## [EXERCISE DIRECTIONS]
If an entry includes an image, drop the image and copy the rest verbatim.

(DATA SUPPLIED begins)

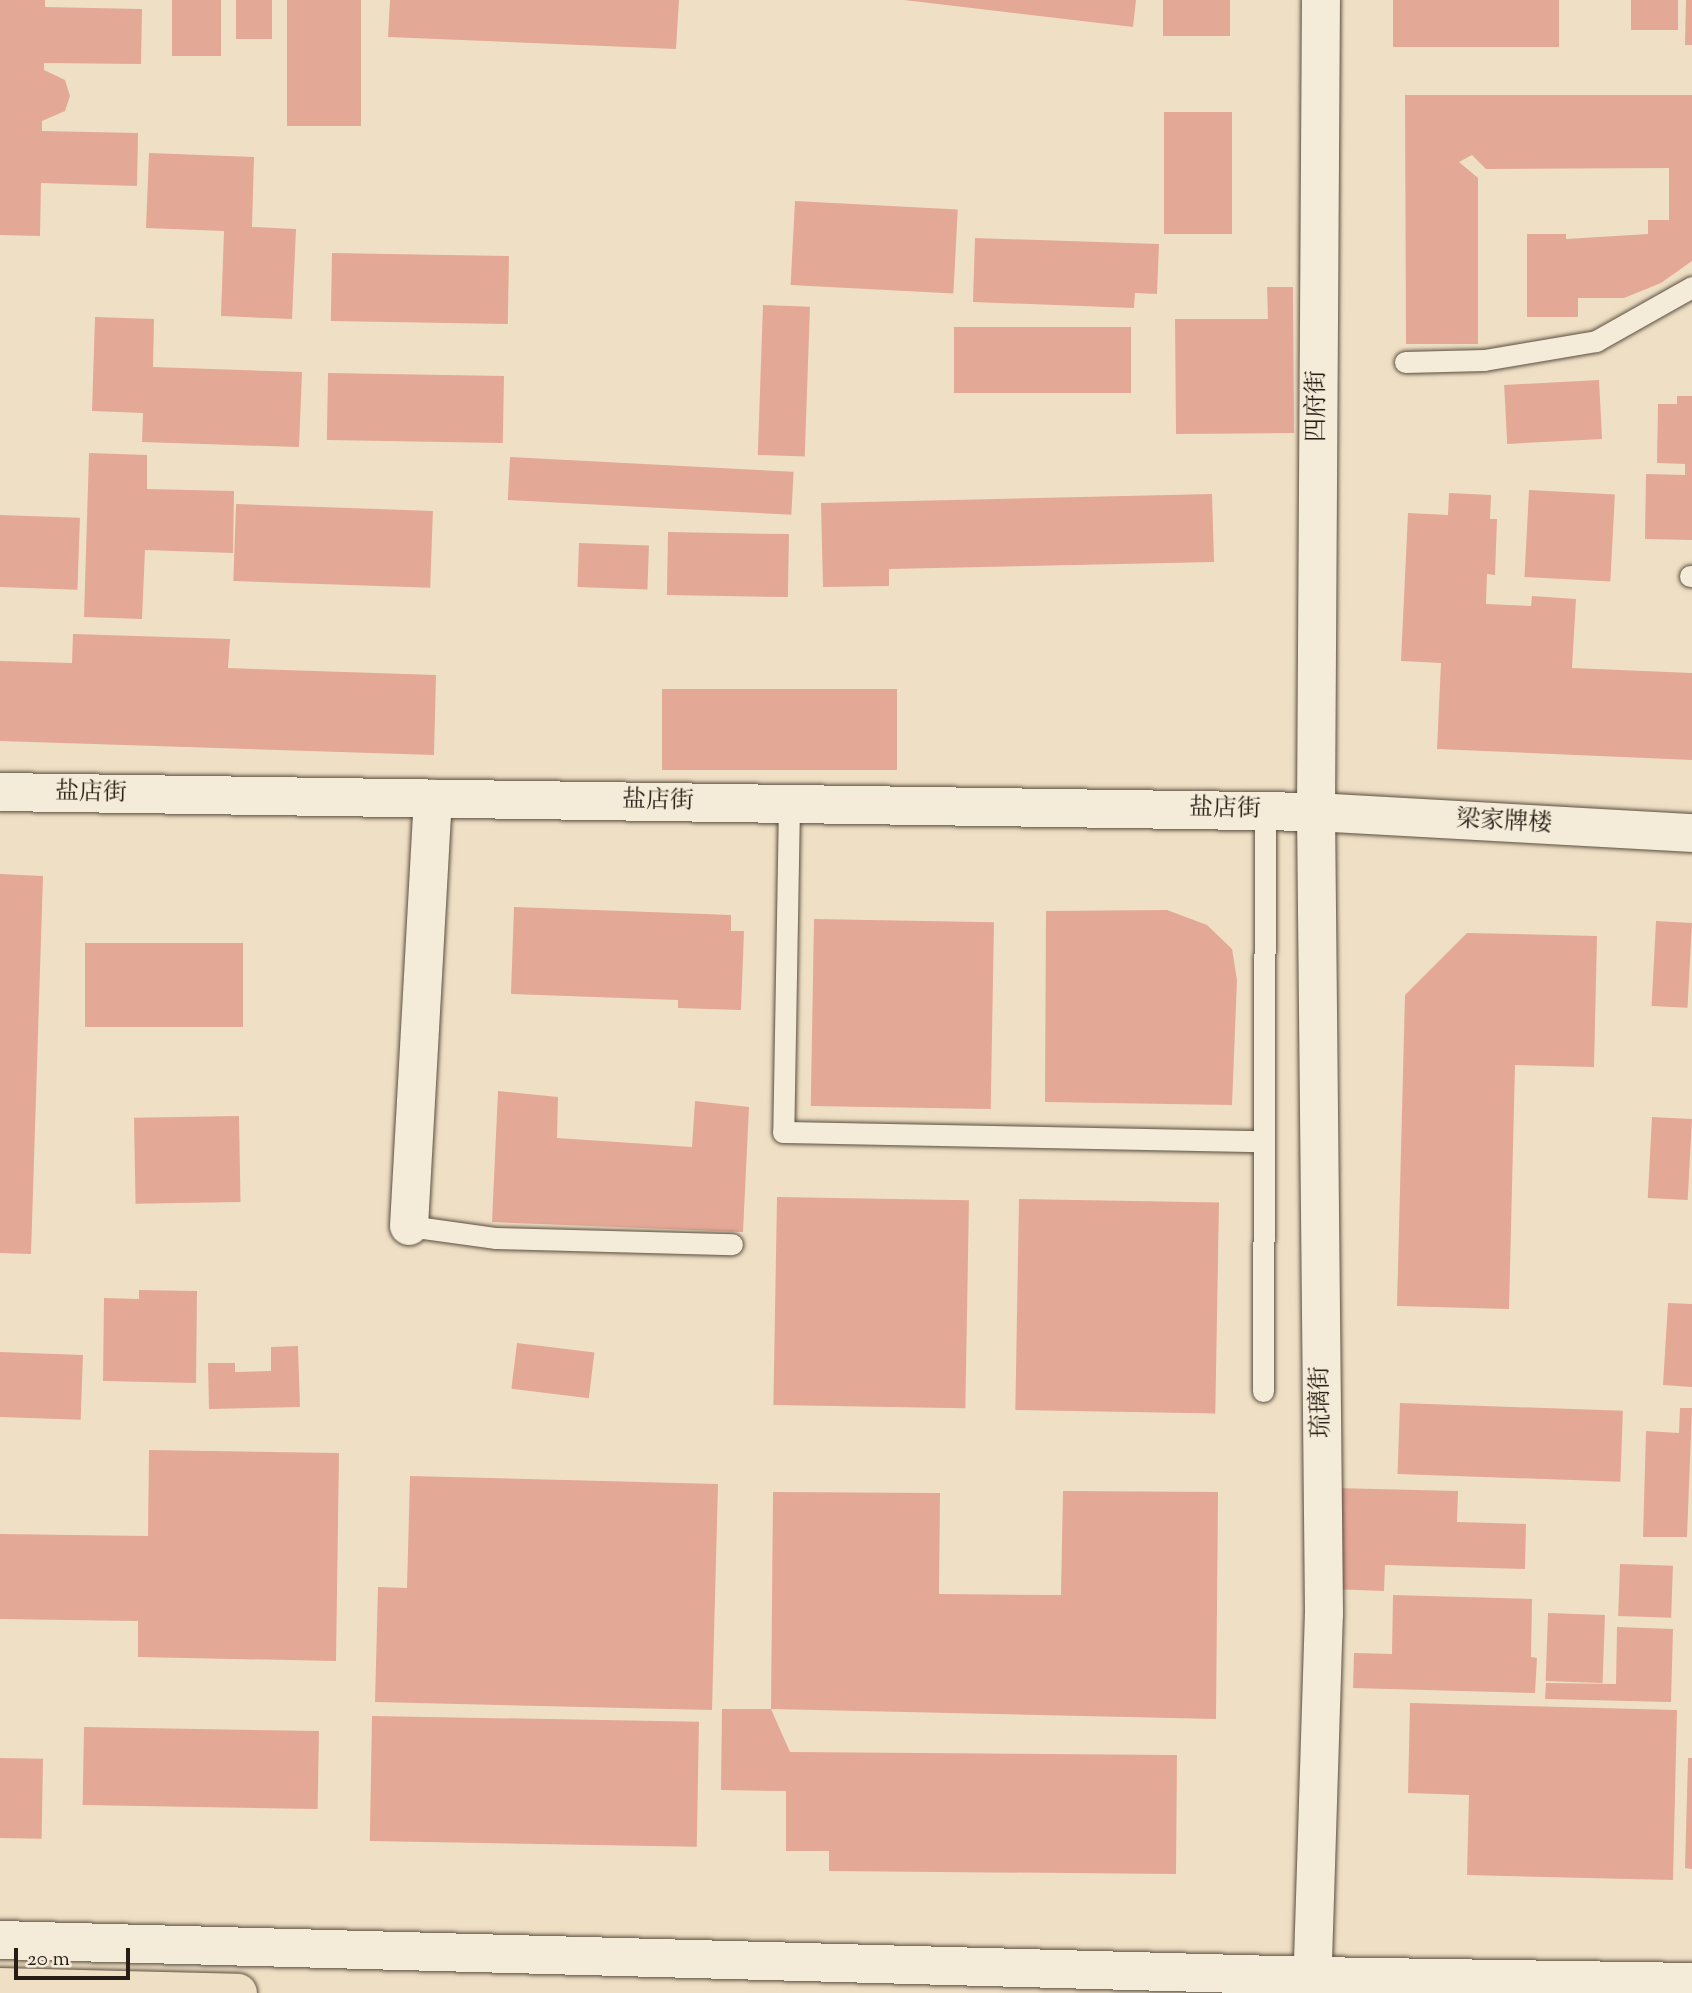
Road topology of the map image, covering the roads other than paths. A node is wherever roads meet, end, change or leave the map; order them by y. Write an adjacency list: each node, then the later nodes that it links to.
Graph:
1 (1321, 0): 8 (street, 四府街)
2 (1692, 287): 3 (lane)
3 (1405, 362)
4 (0, 792): 5 (street, 盐店街)
5 (433, 799): 6 (street, 盐店街); 11 (street)
6 (789, 804): 7 (street, 盐店街); 10 (lane)
7 (1265, 811): 8 (street, 盐店街); 10 (lane)
8 (1316, 812): 9 (street, 梁家牌楼); 16 (street, 琉璃街)
9 (1692, 833)
10 (1264, 1141): 13 (lane)
11 (409, 1226): 12 (lane)
12 (732, 1244)
13 (1263, 1391)
14 (0, 1940): 16 (street)
15 (1692, 1982): 16 (street)
16 (1312, 1985)
17 (0, 1987): 18 (main road)
18 (237, 1993)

(DATA SUPPLIED ends)

## [WRITTEN RESPONSE]
Road topology of the map image, covering the roads other than paths. A node is wherever roads meet, end, change or leave the map; order them by y. Write an adjacency list: each node, then the later nodes that it links to.
Graph:
1 (1321, 0): 8 (street, 四府街)
2 (1692, 287): 3 (lane)
3 (1405, 362)
4 (0, 792): 5 (street, 盐店街)
5 (433, 799): 6 (street, 盐店街); 11 (street)
6 (789, 804): 7 (street, 盐店街); 10 (lane)
7 (1265, 811): 8 (street, 盐店街); 10 (lane)
8 (1316, 812): 9 (street, 梁家牌楼); 16 (street, 琉璃街)
9 (1692, 833)
10 (1264, 1141): 13 (lane)
11 (409, 1226): 12 (lane)
12 (732, 1244)
13 (1263, 1391)
14 (0, 1940): 16 (street)
15 (1692, 1982): 16 (street)
16 (1312, 1985)
17 (0, 1987): 18 (main road)
18 (237, 1993)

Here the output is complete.